Top of Input material

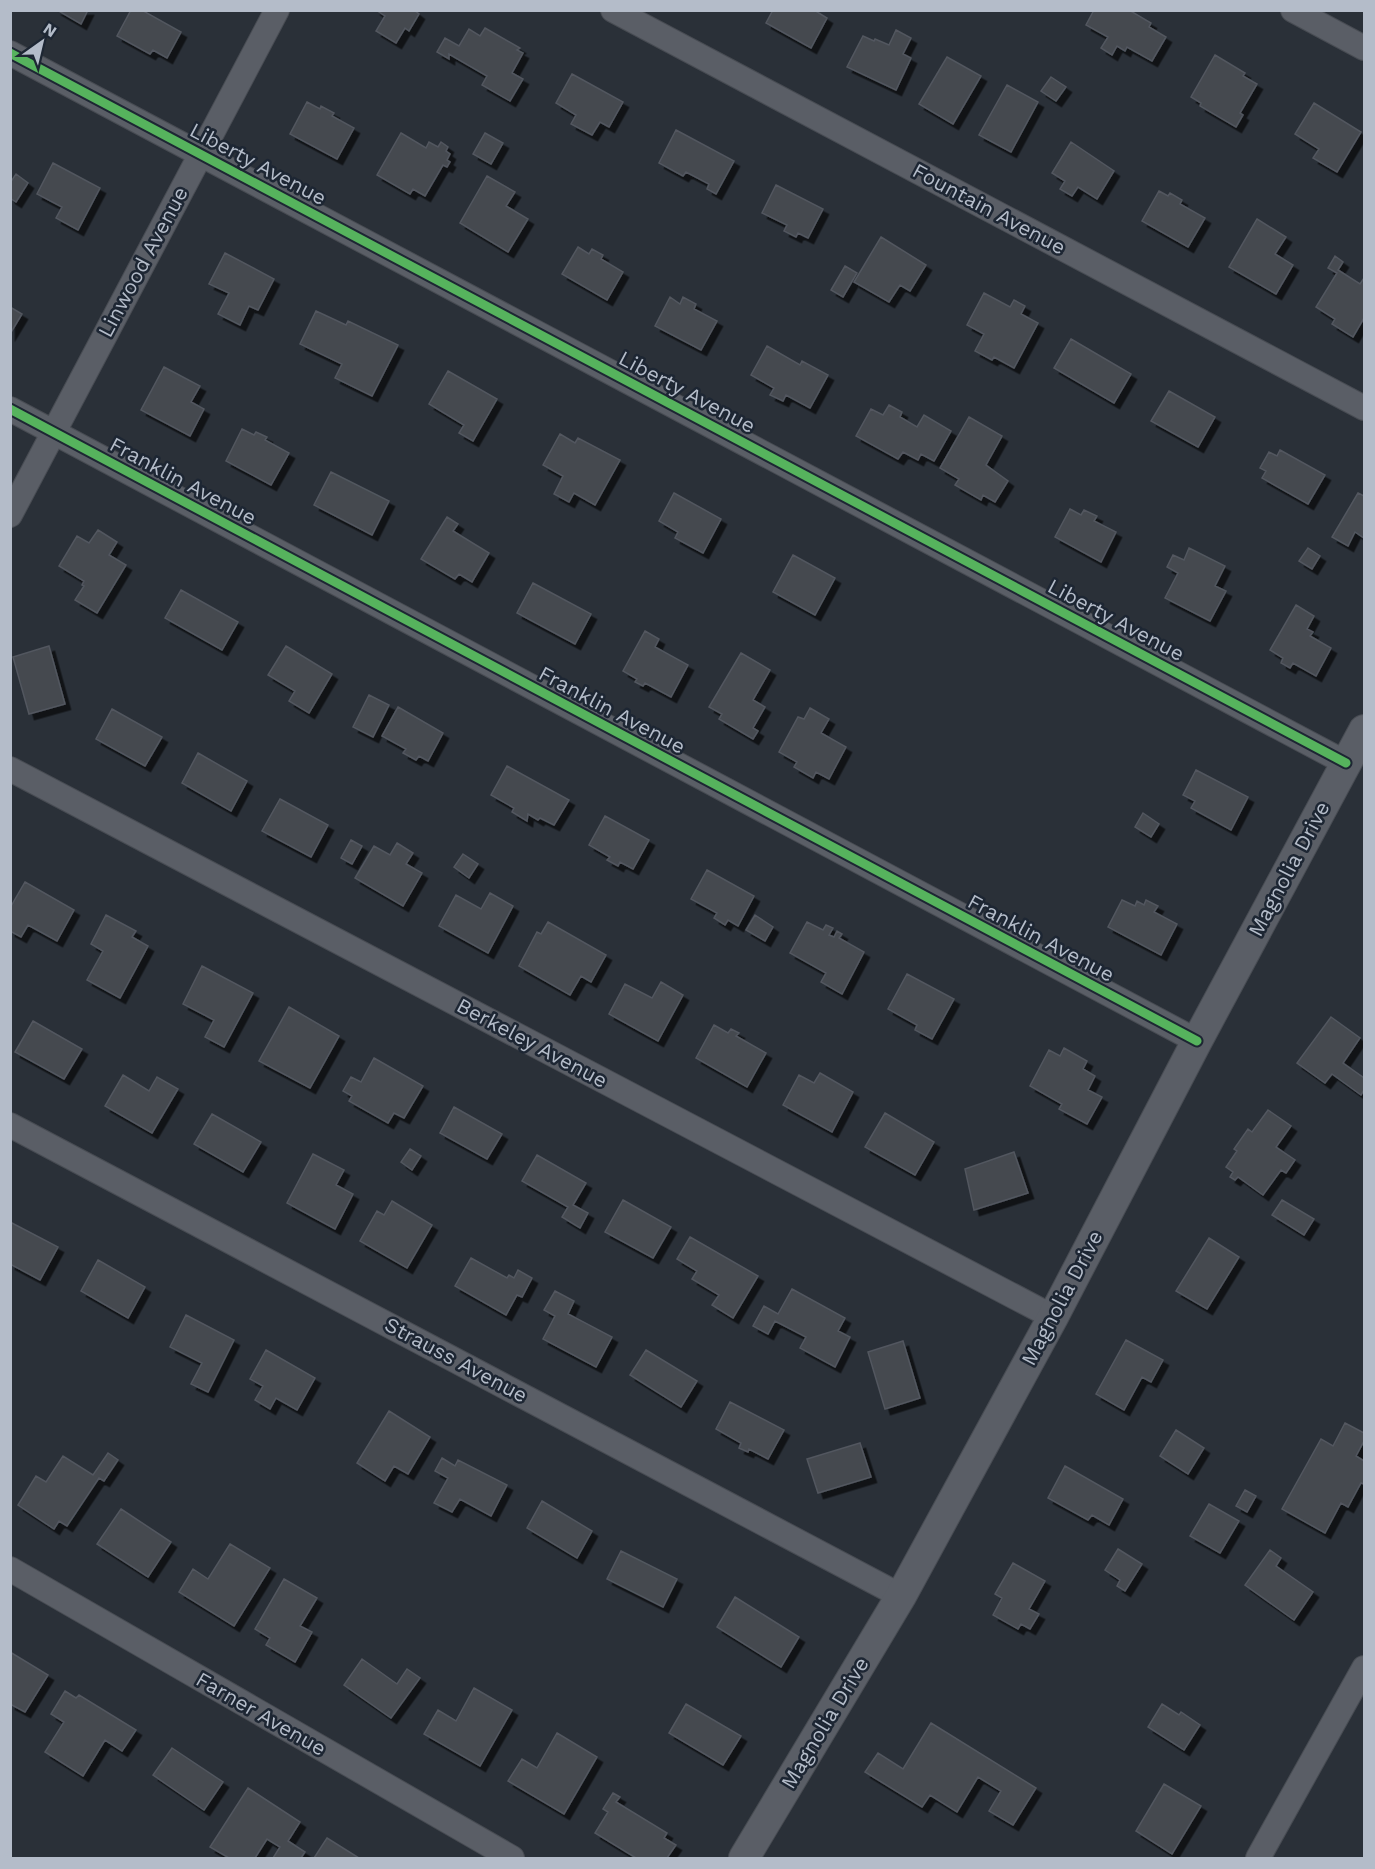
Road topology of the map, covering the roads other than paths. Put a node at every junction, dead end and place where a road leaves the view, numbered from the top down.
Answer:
1 (277, 10) edge
2 (613, 10) edge
3 (1293, 10) edge
4 (1365, 48) edge
5 (10, 53) edge
6 (200, 153) junction
7 (1365, 408) edge
8 (10, 410) edge
9 (54, 432) junction
10 (10, 515) edge
11 (1365, 730) edge
12 (1346, 763) junction
13 (10, 769) edge
14 (1197, 1041) junction
15 (10, 1125) edge
16 (1053, 1317) junction
17 (10, 1569) edge
18 (901, 1596) junction
19 (1365, 1668) edge
20 (512, 1858) edge
21 (744, 1858) edge
22 (1258, 1858) edge

1 - 6 street, Linwood Avenue
2 - 7 street, Fountain Avenue
3 - 4 street
5 - 6 street, Liberty Avenue
6 - 9 street, Linwood Avenue
6 - 12 street, Liberty Avenue
8 - 9 street, Franklin Avenue
9 - 10 street, Linwood Avenue
9 - 14 street, Franklin Avenue
11 - 12 street, Magnolia Drive
12 - 14 street, Magnolia Drive
13 - 16 street, Berkeley Avenue
14 - 16 street, Magnolia Drive
15 - 18 street, Strauss Avenue
16 - 18 street, Magnolia Drive
17 - 20 street, Farner Avenue
18 - 21 street, Magnolia Drive
19 - 22 street

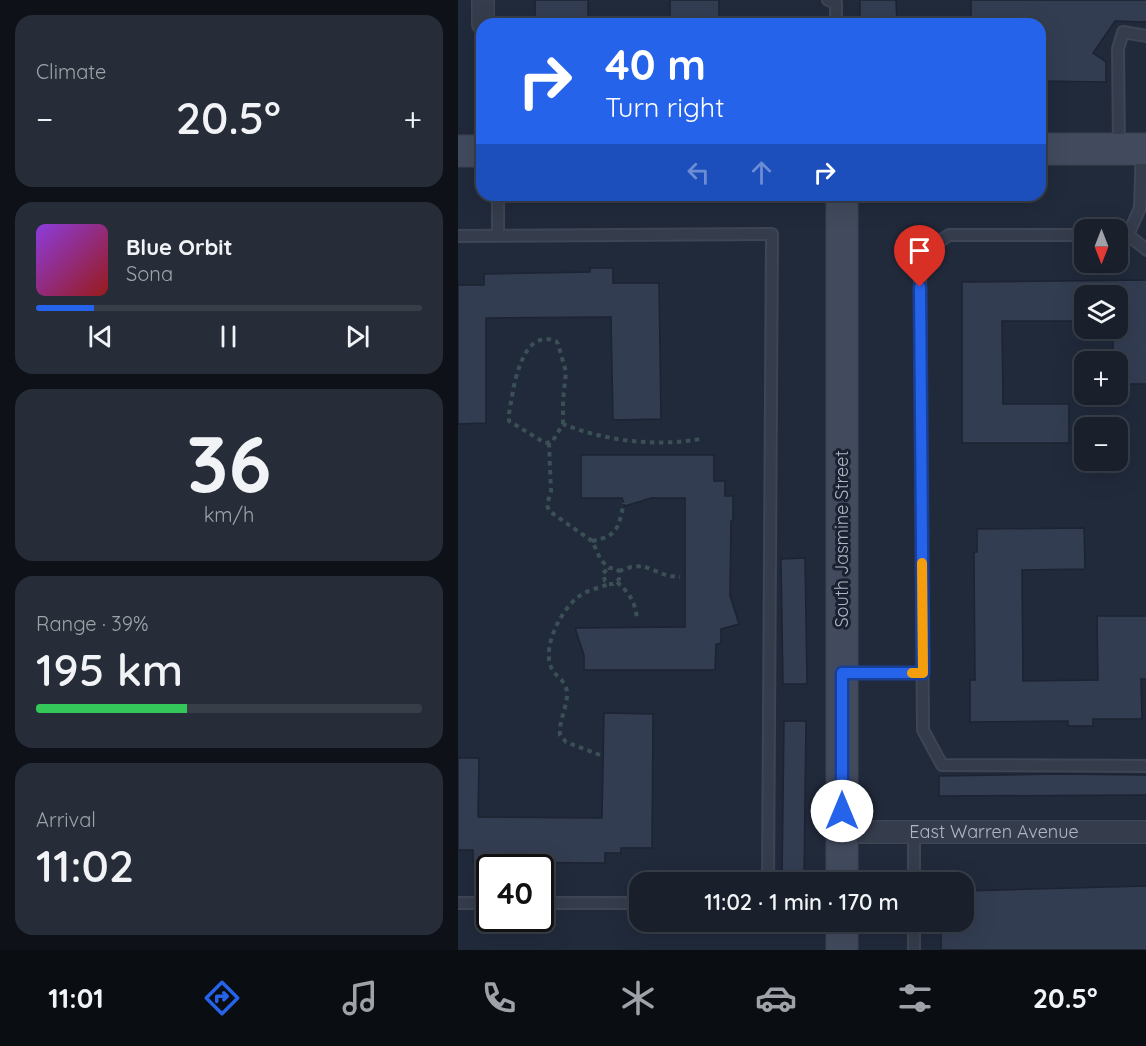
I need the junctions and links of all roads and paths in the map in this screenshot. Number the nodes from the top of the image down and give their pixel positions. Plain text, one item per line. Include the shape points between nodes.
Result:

Bottom of Input material

_Assigned task_
The task calls for every line of the data to be returned exactly, without pictures.

_Result for this task_
Road topology of the map, covering the roads other than paths. Put a node at every junction, dead end and place where a road leaves the view, numbered from the top down.
Answer:
1 (277, 10) edge
2 (613, 10) edge
3 (1293, 10) edge
4 (1365, 48) edge
5 (10, 53) edge
6 (200, 153) junction
7 (1365, 408) edge
8 (10, 410) edge
9 (54, 432) junction
10 (10, 515) edge
11 (1365, 730) edge
12 (1346, 763) junction
13 (10, 769) edge
14 (1197, 1041) junction
15 (10, 1125) edge
16 (1053, 1317) junction
17 (10, 1569) edge
18 (901, 1596) junction
19 (1365, 1668) edge
20 (512, 1858) edge
21 (744, 1858) edge
22 (1258, 1858) edge

1 - 6 street, Linwood Avenue
2 - 7 street, Fountain Avenue
3 - 4 street
5 - 6 street, Liberty Avenue
6 - 9 street, Linwood Avenue
6 - 12 street, Liberty Avenue
8 - 9 street, Franklin Avenue
9 - 10 street, Linwood Avenue
9 - 14 street, Franklin Avenue
11 - 12 street, Magnolia Drive
12 - 14 street, Magnolia Drive
13 - 16 street, Berkeley Avenue
14 - 16 street, Magnolia Drive
15 - 18 street, Strauss Avenue
16 - 18 street, Magnolia Drive
17 - 20 street, Farner Avenue
18 - 21 street, Magnolia Drive
19 - 22 street

I need the junctions and links of all roads and paths in the map in this screenshot. Number the nodes from the top of the image down and give their pixel positions. Plain text, one item per line. Include the shape points between nodes.
Result:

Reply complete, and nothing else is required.